The 2009-235038 Intra European Marie Curie fellowship was successfully concluded. During the course of it, the fellow (Dr K. Dasyra) presented 2 first-author publications, and participated to 2 second-author, and 12 other publications. Dasyra & Combes (2011) reported on the first discovery of an outflow of the most abundant molecular species, H2. The outflow is likely to be driven by the radio jet of an active galactic nucleus (AGN), and it entrains an impressive amount of gas, i.e. 1/4th of the total gas mass reservoir at a temperature of a few hundred Kelvin. It is through such outflows that AGN could affect the formation of new stars in their host galaxies. In Dasyra et al. (2011), we presented a new method for estimating black hole masses from the luminosity-corrected velocity dispersion of the gas that AGN photoionize.
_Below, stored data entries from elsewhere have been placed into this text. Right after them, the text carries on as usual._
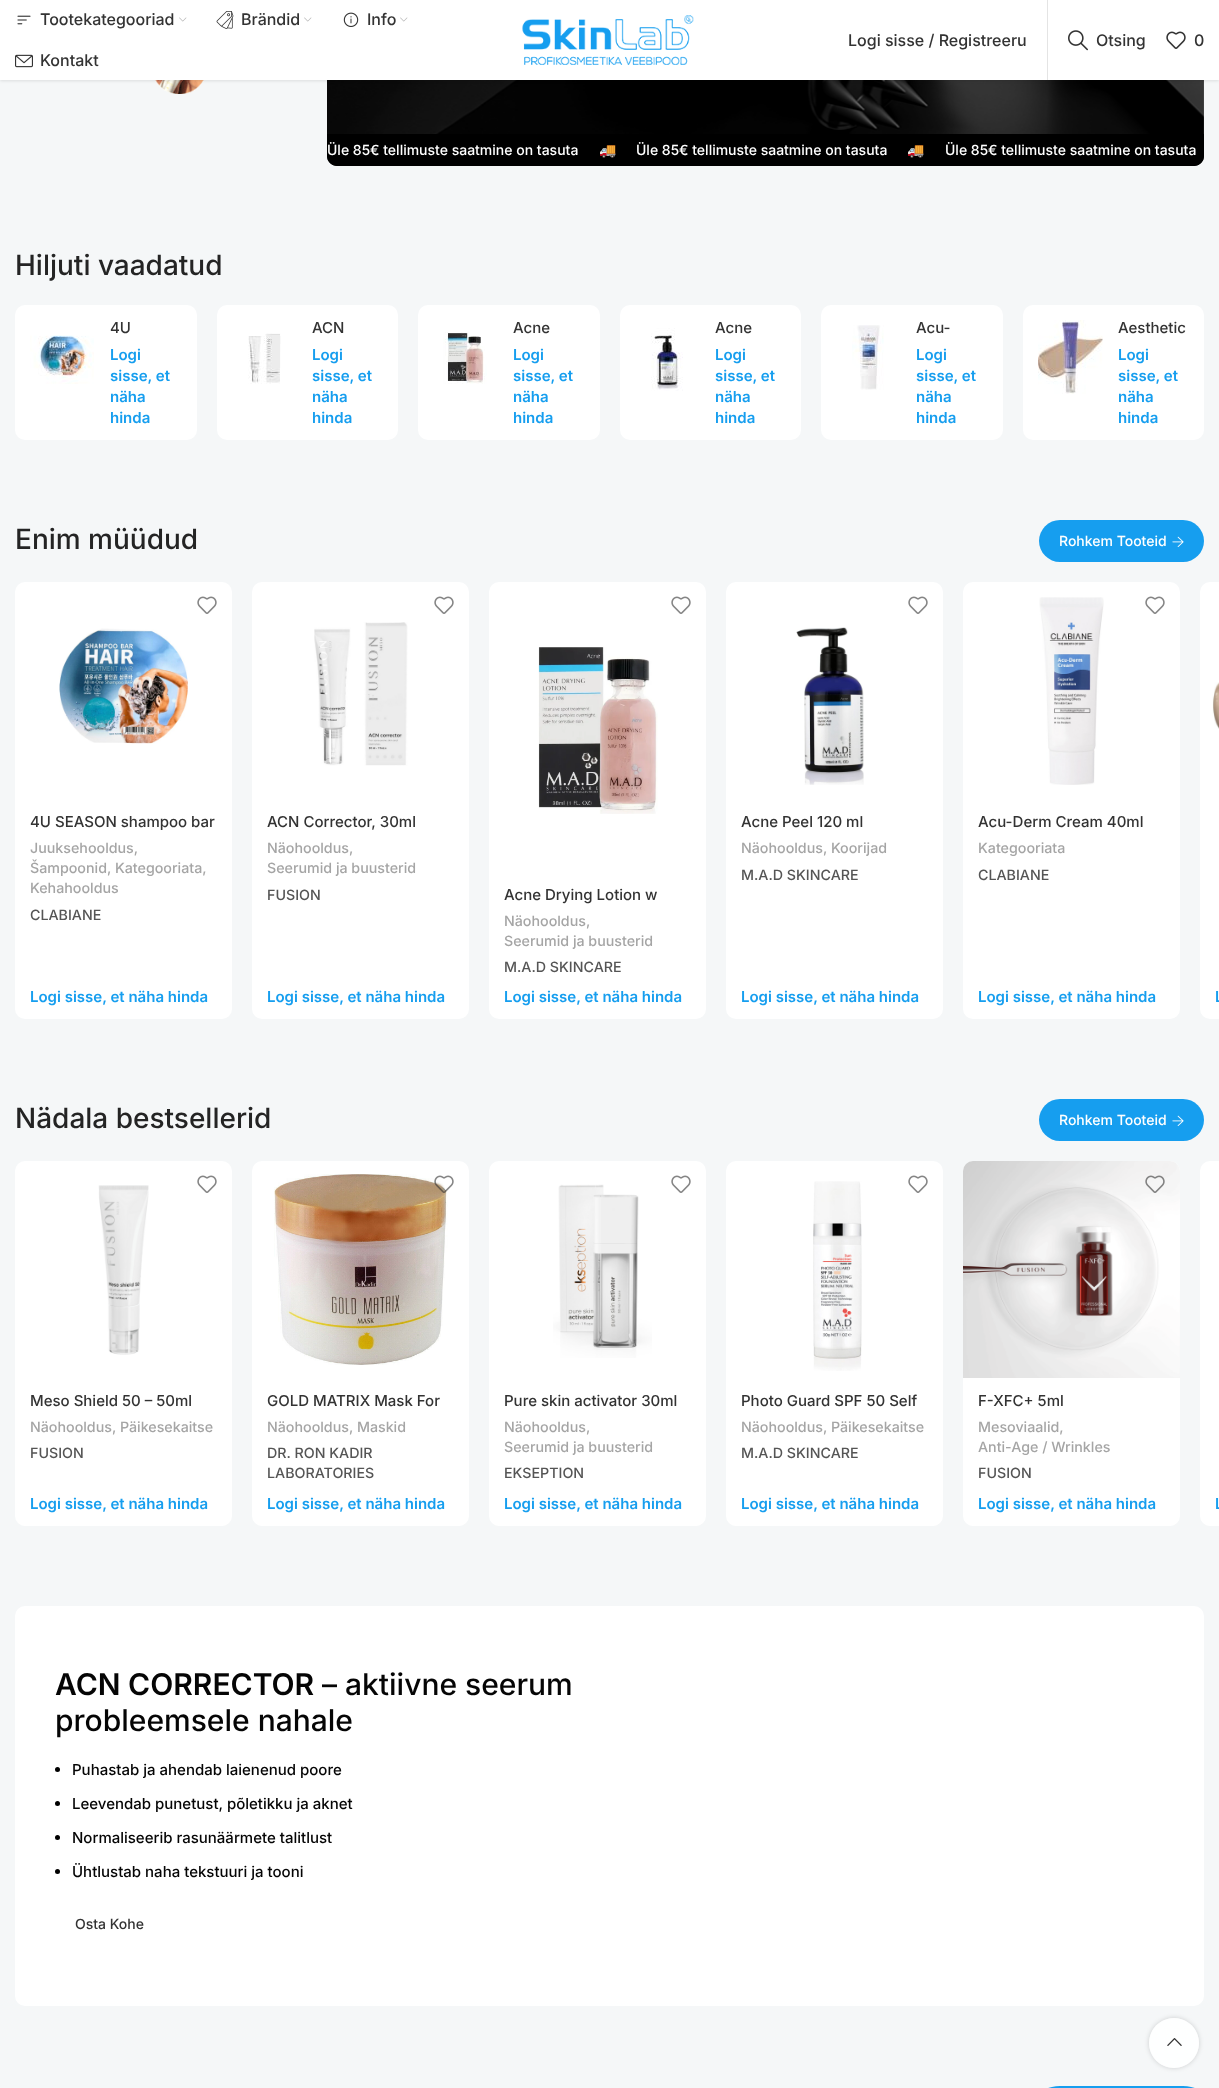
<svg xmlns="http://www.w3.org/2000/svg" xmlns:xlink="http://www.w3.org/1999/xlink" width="1219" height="2088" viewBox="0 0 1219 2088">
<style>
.cls-1{font:500 16px Inter;fill:#333333}
.cls-2{font:500 14px Inter;fill:#ffffff}
.cls-3{font:14px Noto Color Emoji;fill:#ffffff}
.cls-4{font:500 28px Inter;fill:#242424}
.cls-5{font:500 15px Inter;fill:#333333}
.cls-6{font:600 15px Inter;fill:#169eef}
.cls-7{font:500 14.25px Inter;fill:#a5a5a5}
.cls-8{font:500 14.25px Inter;fill:#555555}
.cls-9{font:600 30px Inter;fill:#050505}
.cls-10{font:500 30px Inter;fill:#050505}
.cls-11{font:500 15px Inter;fill:#050505}
.cls-12{font:500 14px Inter;fill:#333333}
</style>
<defs>
<clipPath id="clip1"><path d="M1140 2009H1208V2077H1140ZM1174 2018C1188 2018 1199 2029 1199 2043C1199 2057 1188 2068 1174 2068C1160 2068 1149 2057 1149 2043C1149 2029 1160 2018 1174 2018Z" clip-rule="evenodd"/></clipPath>
</defs>
<rect width="100%" height="100%" fill="#f5f7f8"/>
<image xlink:href="image8.png" x="154" y="80" width="51" height="14"/>
<image xlink:href="image9.png" x="327" y="80" width="877" height="86"/>
<rect fill="#000000" fill-opacity="0.1" filter="blur(1.5px)" x="0" y="1" width="1219" height="80"/>
<rect fill="#ffffff" x="0" y="0" width="1219" height="80"/>
<image xlink:href="image0.png" x="17" y="15" width="14" height="10"/>
<image xlink:href="image1.png" x="179" y="17" width="8" height="5"/>
<image xlink:href="image2.png" x="216" y="11" width="18" height="18"/>
<image xlink:href="image1.png" x="304" y="17" width="8" height="5"/>
<image xlink:href="image3.png" x="343" y="12" width="16" height="15"/>
<image xlink:href="image1.png" x="400" y="17" width="8" height="5"/>
<image xlink:href="image4.png" x="15" y="54" width="18" height="14"/>
<image xlink:href="image5.png" x="522" y="15" width="172" height="50"/>
<rect fill="#e4e4e4" x="1047" y="0" width="1" height="80"/>
<image xlink:href="image6.png" x="1068" y="30" width="20" height="21"/>
<image xlink:href="image7.png" x="1166" y="31" width="20" height="18"/>
<path fill="#000000" d="M327 134H1204V156C1204 161.5 1199.5 166 1194 166H337C331.5 166 327 161.5 327 156Z"/>
<rect fill="#ffffff" x="15" y="305" width="182" height="135" rx="10"/>
<image xlink:href="image10.png" x="30" y="335" width="64" height="49"/>
<rect fill="#ffffff" x="217" y="305" width="181" height="135" rx="10"/>
<image xlink:href="image11.png" x="248" y="333" width="33" height="51"/>
<rect fill="#ffffff" x="418" y="305" width="182" height="135" rx="10"/>
<image xlink:href="image12.png" x="443" y="332" width="44" height="52"/>
<rect fill="#ffffff" x="620" y="305" width="181" height="135" rx="10"/>
<image xlink:href="image13.png" x="651" y="328" width="32" height="63"/>
<rect fill="#ffffff" x="821" y="305" width="182" height="135" rx="10"/>
<image xlink:href="image14.png" x="852" y="325" width="32" height="65"/>
<rect fill="#ffffff" x="1023" y="305" width="181" height="135" rx="10"/>
<image xlink:href="image15.png" x="1038" y="320" width="65" height="74"/>
<rect fill="#169eef" x="1039" y="520" width="165" height="42" rx="21"/>
<image xlink:href="image16.png" x="1172" y="536" width="12" height="11"/>
<rect fill="#ffffff" x="15" y="582" width="217" height="437" rx="10"/>
<image xlink:href="image17.png" x="197" y="596" width="20" height="18"/>
<image xlink:href="image18.png" x="59" y="628" width="129" height="116"/>
<rect fill="#ffffff" x="252" y="582" width="217" height="437" rx="10"/>
<image xlink:href="image17.png" x="434" y="596" width="20" height="18"/>
<image xlink:href="image19.png" x="314" y="622" width="94" height="144"/>
<rect fill="#ffffff" x="489" y="582" width="217" height="437" rx="10"/>
<image xlink:href="image17.png" x="671" y="596" width="20" height="18"/>
<image xlink:href="image20.png" x="538" y="647" width="120" height="167"/>
<rect fill="#ffffff" x="726" y="582" width="217" height="437" rx="10"/>
<image xlink:href="image17.png" x="908" y="596" width="20" height="18"/>
<image xlink:href="image21.png" x="796" y="627" width="68" height="158"/>
<rect fill="#ffffff" x="963" y="582" width="217" height="437" rx="10"/>
<image xlink:href="image22.png" x="1039" y="597" width="65" height="188"/>
<image xlink:href="image17.png" x="1145" y="596" width="20" height="18"/>
<rect fill="#ffffff" x="1200" y="582" width="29" height="437" rx="10"/>
<image xlink:href="image23.png" x="1212" y="682" width="7" height="47"/>
<rect fill="#169eef" x="1039" y="1099" width="165" height="42" rx="21"/>
<image xlink:href="image16.png" x="1172" y="1115" width="12" height="11"/>
<rect fill="#ffffff" x="15" y="1161" width="217" height="365" rx="10"/>
<image xlink:href="image24.png" x="98" y="1185" width="51" height="170"/>
<image xlink:href="image17.png" x="197" y="1175" width="20" height="18"/>
<rect fill="#ffffff" x="252" y="1161" width="217" height="365" rx="10"/>
<image xlink:href="image25.png" x="274" y="1174" width="174" height="191"/>
<image xlink:href="image26.png" x="434" y="1175" width="20" height="18"/>
<rect fill="#ffffff" x="489" y="1161" width="217" height="365" rx="10"/>
<image xlink:href="image27.png" x="553" y="1184" width="99" height="174"/>
<image xlink:href="image17.png" x="671" y="1175" width="20" height="18"/>
<rect fill="#ffffff" x="726" y="1161" width="217" height="365" rx="10"/>
<image xlink:href="image28.png" x="813" y="1181" width="49" height="190"/>
<image xlink:href="image17.png" x="908" y="1175" width="20" height="18"/>
<rect fill="#ffffff" x="963" y="1161" width="217" height="365" rx="10"/>
<image xlink:href="image29.png" x="963" y="1161" width="217" height="217"/>
<image xlink:href="image30.png" x="1145" y="1175" width="20" height="18"/>
<rect fill="#ffffff" x="1200" y="1161" width="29" height="365" rx="10"/>
<rect fill="#ffffff" x="15" y="1606" width="1189" height="400" rx="10"/>
<circle fill="#000000" cx="57.5" cy="1769.5" r="2.5"/>
<circle fill="#000000" cx="57.5" cy="1803.5" r="2.5"/>
<circle fill="#000000" cx="57.5" cy="1837.5" r="2.5"/>
<circle fill="#000000" cx="57.5" cy="1871.5" r="2.5"/>
<rect fill="#169eef" x="1039" y="2086" width="165" height="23" rx="21"/>
<g clip-path="url(#clip1)">
<rect fill="#000000" fill-opacity="0.17" filter="blur(2.5px)" x="1149" y="2018" width="50" height="50" rx="25"/>
</g>
<circle fill="#ffffff" fill-opacity="0.9" cx="1174" cy="2043" r="25"/>
<image xlink:href="image31.png" x="1167" y="2038" width="15" height="8"/>
<text class="cls-1" x="40" y="25">Tootekategooriad</text>
<text class="cls-1" x="241" y="25">Brändid</text>
<text class="cls-1" x="367" y="25">Info</text>
<text class="cls-1" x="40" y="66">Kontakt</text>
<text class="cls-1" x="848" y="46">Logi sisse / Registreeru</text>
<text class="cls-1" x="1096" y="46">Otsing</text>
<text class="cls-1" x="1194" y="46">0</text>
<text class="cls-2" x="327" y="155">Üle 85€ tellimuste saatmine on tasuta</text>
<text class="cls-3" x="599" y="155">🚚</text>
<text class="cls-2" x="636" y="155">Üle 85€ tellimuste saatmine on tasuta</text>
<text class="cls-3" x="907" y="155">🚚</text>
<text class="cls-2" x="945" y="155">Üle 85€ tellimuste saatmine on tasuta</text>
<text class="cls-4" x="15" y="275">Hiljuti vaadatud</text>
<text class="cls-5" x="110" y="333">4U</text>
<text class="cls-6"><tspan x="110" y="360">Logi</tspan><tspan x="110" y="381">sisse, et</tspan><tspan x="110" y="402">näha</tspan><tspan x="110" y="423">hinda</tspan></text>
<text class="cls-5" x="312" y="333">ACN</text>
<text class="cls-6"><tspan x="312" y="360">Logi</tspan><tspan x="312" y="381">sisse, et</tspan><tspan x="312" y="402">näha</tspan><tspan x="312" y="423">hinda</tspan></text>
<text class="cls-5" x="513" y="333">Acne</text>
<text class="cls-6"><tspan x="513" y="360">Logi</tspan><tspan x="513" y="381">sisse, et</tspan><tspan x="513" y="402">näha</tspan><tspan x="513" y="423">hinda</tspan></text>
<text class="cls-5" x="715" y="333">Acne</text>
<text class="cls-6"><tspan x="715" y="360">Logi</tspan><tspan x="715" y="381">sisse, et</tspan><tspan x="715" y="402">näha</tspan><tspan x="715" y="423">hinda</tspan></text>
<text class="cls-5" x="916" y="333">Acu-</text>
<text class="cls-6"><tspan x="916" y="360">Logi</tspan><tspan x="916" y="381">sisse, et</tspan><tspan x="916" y="402">näha</tspan><tspan x="916" y="423">hinda</tspan></text>
<text class="cls-5" x="1118" y="333">Aesthetic</text>
<text class="cls-6"><tspan x="1118" y="360">Logi</tspan><tspan x="1118" y="381">sisse, et</tspan><tspan x="1118" y="402">näha</tspan><tspan x="1118" y="423">hinda</tspan></text>
<text class="cls-4" x="15" y="549">Enim müüdud</text>
<text class="cls-2" x="1059" y="546">Rohkem Tooteid</text>
<text class="cls-5" x="30" y="827">4U SEASON shampoo bar</text>
<text class="cls-7"><tspan x="30" y="853">Juuksehooldus,</tspan><tspan x="30" y="873">Šampoonid, Kategooriata,</tspan><tspan x="30" y="893">Kehahooldus</tspan></text>
<text class="cls-8" x="30" y="920">CLABIANE</text>
<text class="cls-6" x="30" y="1002">Logi sisse, et näha hinda</text>
<text class="cls-5" x="267" y="827">ACN Corrector, 30ml</text>
<text class="cls-7"><tspan x="267" y="853">Näohooldus,</tspan><tspan x="267" y="873">Seerumid ja buusterid</tspan></text>
<text class="cls-8" x="267" y="900">FUSION</text>
<text class="cls-6" x="267" y="1002">Logi sisse, et näha hinda</text>
<text class="cls-5" x="504" y="900">Acne Drying Lotion w</text>
<text class="cls-7"><tspan x="504" y="926">Näohooldus,</tspan><tspan x="504" y="946">Seerumid ja buusterid</tspan></text>
<text class="cls-8" x="504" y="972">M.A.D SKINCARE</text>
<text class="cls-6" x="504" y="1002">Logi sisse, et näha hinda</text>
<text class="cls-5" x="741" y="827">Acne Peel 120 ml</text>
<text class="cls-7" x="741" y="853">Näohooldus, Koorijad</text>
<text class="cls-8" x="741" y="880">M.A.D SKINCARE</text>
<text class="cls-6" x="741" y="1002">Logi sisse, et näha hinda</text>
<text class="cls-5" x="978" y="827">Acu-Derm Cream 40ml</text>
<text class="cls-7" x="978" y="853">Kategooriata</text>
<text class="cls-8" x="978" y="880">CLABIANE</text>
<text class="cls-6" x="978" y="1002">Logi sisse, et näha hinda</text>
<text class="cls-6" x="1215" y="1002">L</text>
<text class="cls-4" x="15" y="1128">Nädala bestsellerid</text>
<text class="cls-2" x="1059" y="1125">Rohkem Tooteid</text>
<text class="cls-5" x="30" y="1406">Meso Shield 50 – 50ml</text>
<text class="cls-7" x="30" y="1432">Näohooldus, Päikesekaitse</text>
<text class="cls-8" x="30" y="1458">FUSION</text>
<text class="cls-6" x="30" y="1509">Logi sisse, et näha hinda</text>
<text class="cls-5" x="267" y="1406">GOLD MATRIX Mask For</text>
<text class="cls-7" x="267" y="1432">Näohooldus, Maskid</text>
<text class="cls-8"><tspan x="267" y="1458">DR. RON KADIR</tspan><tspan x="267" y="1478">LABORATORIES</tspan></text>
<text class="cls-6" x="267" y="1509">Logi sisse, et näha hinda</text>
<text class="cls-5" x="504" y="1406">Pure skin activator 30ml</text>
<text class="cls-7"><tspan x="504" y="1432">Näohooldus,</tspan><tspan x="504" y="1452">Seerumid ja buusterid</tspan></text>
<text class="cls-8" x="504" y="1478">EKSEPTION</text>
<text class="cls-6" x="504" y="1509">Logi sisse, et näha hinda</text>
<text class="cls-5" x="741" y="1406">Photo Guard SPF 50 Self</text>
<text class="cls-7" x="741" y="1432">Näohooldus, Päikesekaitse</text>
<text class="cls-8" x="741" y="1458">M.A.D SKINCARE</text>
<text class="cls-6" x="741" y="1509">Logi sisse, et näha hinda</text>
<text class="cls-5" x="978" y="1406">F-XFC+ 5ml</text>
<text class="cls-7"><tspan x="978" y="1432">Mesoviaalid,</tspan><tspan x="978" y="1452">Anti-Age / Wrinkles</tspan></text>
<text class="cls-8" x="978" y="1478">FUSION</text>
<text class="cls-6" x="978" y="1509">Logi sisse, et näha hinda</text>
<text class="cls-6" x="1215" y="1509">L</text>
<text class="cls-9" x="55" y="1695">ACN CORRECTOR</text>
<text class="cls-10" x="322" y="1695">– aktiivne seerum</text>
<text class="cls-10" x="55" y="1731">probleemsele nahale</text>
<text class="cls-11" x="72" y="1775">Puhastab ja ahendab laienenud poore</text>
<text class="cls-11" x="72" y="1809">Leevendab punetust, põletikku ja aknet</text>
<text class="cls-11" x="72" y="1843">Normaliseerib rasunäärmete talitlust</text>
<text class="cls-11" x="72" y="1877">Ühtlustab naha tekstuuri ja tooni</text>
<text class="cls-12" x="75" y="1929">Osta Kohe</text>
</svg>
We attribute it to a dependence of the detected gas motions on the AGN luminosity or feedback effects (i.e. jets/winds/radiation pressure), which on their turn depend on the black hole mass. The full high-resolution spectroscopic archive of the Spitzer space telescope was used for this calibration, which is expected to have a large impact in the field of galaxy evolution: it will permit us to weigh black holes in obscured galaxies up to z~4 with the next generation IR space missions. Thanks to this calibration, the fellow was included in the consortium of the future SPICA space mission's far infrared instrument to add to its discovery-space science. She was also granted access to Herschel guaranteed time. The goal of the new Herschel observations will be the density and mass determination of the diffuse gas that AGN photoionize. During this Marie Curie grant, the fellow was also added to 3 Herschel groups or consortia, and developed a most fruitful collaboration with Prof. Combes at the neighbouring Observatoire de Paris, where she is now working.